On Behalf of | Aug 26, 2022 | Criminal Defense

Life is never easy for those with disabling medical conditions. Those born autistic or with other intellectual disabilities may struggle to achieve the same milestones that their peers reach with minimal difficulty.

Making sense of social rules, having the ability to make good choices in a difficult scenario and complying with verbal instructions can all be difficult for those with some kind of intellectual or cognitive disability.

Virginia state law actually has special rules in place protecting those with a formal medical diagnosis of autism or similar intellectual disorders. Defendants arrested for drunk driving or similar allegations will be able to potentially leverage their condition as part of their defense strategy.

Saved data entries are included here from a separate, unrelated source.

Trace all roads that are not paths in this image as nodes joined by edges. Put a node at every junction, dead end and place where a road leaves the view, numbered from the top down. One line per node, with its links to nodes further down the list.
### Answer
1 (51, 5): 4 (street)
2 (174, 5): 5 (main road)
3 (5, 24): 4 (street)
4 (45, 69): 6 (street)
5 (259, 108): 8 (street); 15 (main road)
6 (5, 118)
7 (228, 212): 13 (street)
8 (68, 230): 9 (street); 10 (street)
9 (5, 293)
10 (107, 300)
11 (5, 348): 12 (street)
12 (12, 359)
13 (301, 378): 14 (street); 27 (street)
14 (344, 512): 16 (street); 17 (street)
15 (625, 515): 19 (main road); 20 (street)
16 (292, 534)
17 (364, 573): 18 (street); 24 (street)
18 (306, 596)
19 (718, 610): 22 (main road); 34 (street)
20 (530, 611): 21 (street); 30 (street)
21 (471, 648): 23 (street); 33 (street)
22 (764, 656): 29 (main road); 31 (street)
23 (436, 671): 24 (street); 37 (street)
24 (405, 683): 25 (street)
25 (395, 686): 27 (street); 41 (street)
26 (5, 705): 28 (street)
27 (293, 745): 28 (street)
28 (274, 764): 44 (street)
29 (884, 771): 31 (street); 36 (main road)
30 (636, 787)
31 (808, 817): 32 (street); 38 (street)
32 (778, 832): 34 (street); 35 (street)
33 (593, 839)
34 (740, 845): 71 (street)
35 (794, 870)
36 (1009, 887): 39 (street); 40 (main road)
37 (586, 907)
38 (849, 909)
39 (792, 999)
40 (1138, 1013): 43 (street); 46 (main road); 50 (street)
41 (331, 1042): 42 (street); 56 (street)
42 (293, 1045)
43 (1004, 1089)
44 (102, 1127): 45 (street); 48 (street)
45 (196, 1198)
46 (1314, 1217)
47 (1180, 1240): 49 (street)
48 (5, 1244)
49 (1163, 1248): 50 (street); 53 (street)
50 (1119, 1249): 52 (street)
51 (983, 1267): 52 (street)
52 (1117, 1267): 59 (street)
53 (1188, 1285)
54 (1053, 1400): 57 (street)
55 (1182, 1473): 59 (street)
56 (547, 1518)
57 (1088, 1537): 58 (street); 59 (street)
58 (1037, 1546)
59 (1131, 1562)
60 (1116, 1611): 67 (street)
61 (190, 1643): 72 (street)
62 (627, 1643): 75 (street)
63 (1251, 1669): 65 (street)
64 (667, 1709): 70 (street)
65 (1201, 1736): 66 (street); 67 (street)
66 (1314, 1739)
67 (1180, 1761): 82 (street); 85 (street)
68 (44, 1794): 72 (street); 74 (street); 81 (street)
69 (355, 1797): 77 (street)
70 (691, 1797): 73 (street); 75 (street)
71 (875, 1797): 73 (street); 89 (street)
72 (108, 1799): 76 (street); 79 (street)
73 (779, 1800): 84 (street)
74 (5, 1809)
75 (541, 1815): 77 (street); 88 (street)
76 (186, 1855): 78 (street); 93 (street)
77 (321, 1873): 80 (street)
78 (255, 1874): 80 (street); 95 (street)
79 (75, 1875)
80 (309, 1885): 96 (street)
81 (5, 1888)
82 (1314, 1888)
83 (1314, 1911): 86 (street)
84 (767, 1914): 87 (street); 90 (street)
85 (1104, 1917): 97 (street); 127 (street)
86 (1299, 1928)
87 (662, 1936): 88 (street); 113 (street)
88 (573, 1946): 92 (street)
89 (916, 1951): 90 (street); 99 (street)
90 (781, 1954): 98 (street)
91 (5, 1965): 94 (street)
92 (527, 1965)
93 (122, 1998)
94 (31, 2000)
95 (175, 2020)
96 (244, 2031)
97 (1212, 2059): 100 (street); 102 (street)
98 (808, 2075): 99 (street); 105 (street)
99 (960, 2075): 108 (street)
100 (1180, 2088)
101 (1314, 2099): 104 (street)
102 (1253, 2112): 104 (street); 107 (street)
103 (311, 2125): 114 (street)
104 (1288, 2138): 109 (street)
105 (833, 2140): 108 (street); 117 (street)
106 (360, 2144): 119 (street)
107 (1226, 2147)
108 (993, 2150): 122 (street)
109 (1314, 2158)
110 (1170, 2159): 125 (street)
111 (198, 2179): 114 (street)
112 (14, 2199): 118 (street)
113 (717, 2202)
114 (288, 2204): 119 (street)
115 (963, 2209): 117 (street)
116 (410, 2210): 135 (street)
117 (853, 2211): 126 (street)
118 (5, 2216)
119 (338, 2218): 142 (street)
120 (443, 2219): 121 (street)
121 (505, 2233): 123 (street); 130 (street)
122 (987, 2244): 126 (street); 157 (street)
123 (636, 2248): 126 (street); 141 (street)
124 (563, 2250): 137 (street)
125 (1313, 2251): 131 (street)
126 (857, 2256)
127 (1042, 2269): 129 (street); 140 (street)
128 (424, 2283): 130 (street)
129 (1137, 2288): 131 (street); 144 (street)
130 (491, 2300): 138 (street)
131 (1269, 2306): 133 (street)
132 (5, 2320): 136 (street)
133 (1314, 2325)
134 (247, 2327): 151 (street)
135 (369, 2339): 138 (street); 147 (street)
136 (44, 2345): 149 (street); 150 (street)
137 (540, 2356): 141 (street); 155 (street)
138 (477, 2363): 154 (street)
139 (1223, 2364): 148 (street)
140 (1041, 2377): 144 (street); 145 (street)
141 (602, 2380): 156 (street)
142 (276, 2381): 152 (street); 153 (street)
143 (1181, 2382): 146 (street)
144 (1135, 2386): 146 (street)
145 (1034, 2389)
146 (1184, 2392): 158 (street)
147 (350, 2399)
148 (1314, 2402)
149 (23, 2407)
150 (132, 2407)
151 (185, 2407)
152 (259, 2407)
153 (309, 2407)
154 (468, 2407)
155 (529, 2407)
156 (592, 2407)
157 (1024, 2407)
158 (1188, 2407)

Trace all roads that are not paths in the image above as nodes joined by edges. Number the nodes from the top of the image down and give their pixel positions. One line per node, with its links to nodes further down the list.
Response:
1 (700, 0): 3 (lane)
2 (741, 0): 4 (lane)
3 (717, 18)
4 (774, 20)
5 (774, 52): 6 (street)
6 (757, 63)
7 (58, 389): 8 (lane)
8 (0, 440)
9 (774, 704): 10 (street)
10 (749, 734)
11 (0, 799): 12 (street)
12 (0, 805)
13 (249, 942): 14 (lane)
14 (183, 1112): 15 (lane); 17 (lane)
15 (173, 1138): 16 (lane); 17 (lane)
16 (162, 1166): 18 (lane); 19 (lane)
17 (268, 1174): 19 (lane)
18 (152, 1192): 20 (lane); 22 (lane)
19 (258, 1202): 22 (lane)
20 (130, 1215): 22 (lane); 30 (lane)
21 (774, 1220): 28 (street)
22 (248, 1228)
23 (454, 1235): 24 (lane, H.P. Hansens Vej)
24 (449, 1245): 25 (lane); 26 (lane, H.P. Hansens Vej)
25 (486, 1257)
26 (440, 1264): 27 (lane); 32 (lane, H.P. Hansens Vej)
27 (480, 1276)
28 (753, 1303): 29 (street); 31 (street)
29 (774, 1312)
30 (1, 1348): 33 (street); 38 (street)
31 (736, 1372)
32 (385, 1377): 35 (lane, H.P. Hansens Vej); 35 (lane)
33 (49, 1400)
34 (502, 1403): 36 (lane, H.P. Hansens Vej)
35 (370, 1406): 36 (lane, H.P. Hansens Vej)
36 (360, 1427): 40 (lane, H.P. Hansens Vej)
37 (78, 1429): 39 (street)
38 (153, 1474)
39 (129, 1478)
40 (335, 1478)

Deferred disposition is available for defendants with disabilities

Whether someone engaged in reckless driving or an impulsive act of shoplifting, police officers may arrest them if they get caught, and prosecutors will likely charge them with a crime. If that defendant pleads guilty in criminal court, they will face penalties ranging from fines and license suspension to jail time. A new law can help those trying to avoid a blemish on their criminal record or the criminal consequences a conviction will carry.

In a deferred disposition case, an individual presents the courts with evidence of a diagnosis of autism or a similar intellectual disability. They will also need compelling evidence to connect their condition with the criminal acts that led to their charges. If the judge presiding over their case agrees with their claims, they can sentence the defendant to probation instead of incarceration or standard criminal penalties.

How deferred disposition works

Typically, there will be numerous restrictions placed on the defendant’s activities. Provided that they comply with those restrictions and fulfill all court-imposed obligations, like showing up for randomized drug testing and meetings with the probation officer, they can avoid both criminal penalties and a criminal record that will limit their options for years to come.

The successful completion of a deferred disposition case related to intellectual disabilities and criminal charges will protect the defendant from a criminal record while also protecting society from the possibility of a repeat offense. Given that the law is new, there are defendants who may qualify but who have prior convictions on their records despite their intellectual disabilities. The state will not prevent those with prior offenses from making use of this new law.

Mounting an appropriate response to pending criminal charges can help you significantly reduce the long-term impact of those charges.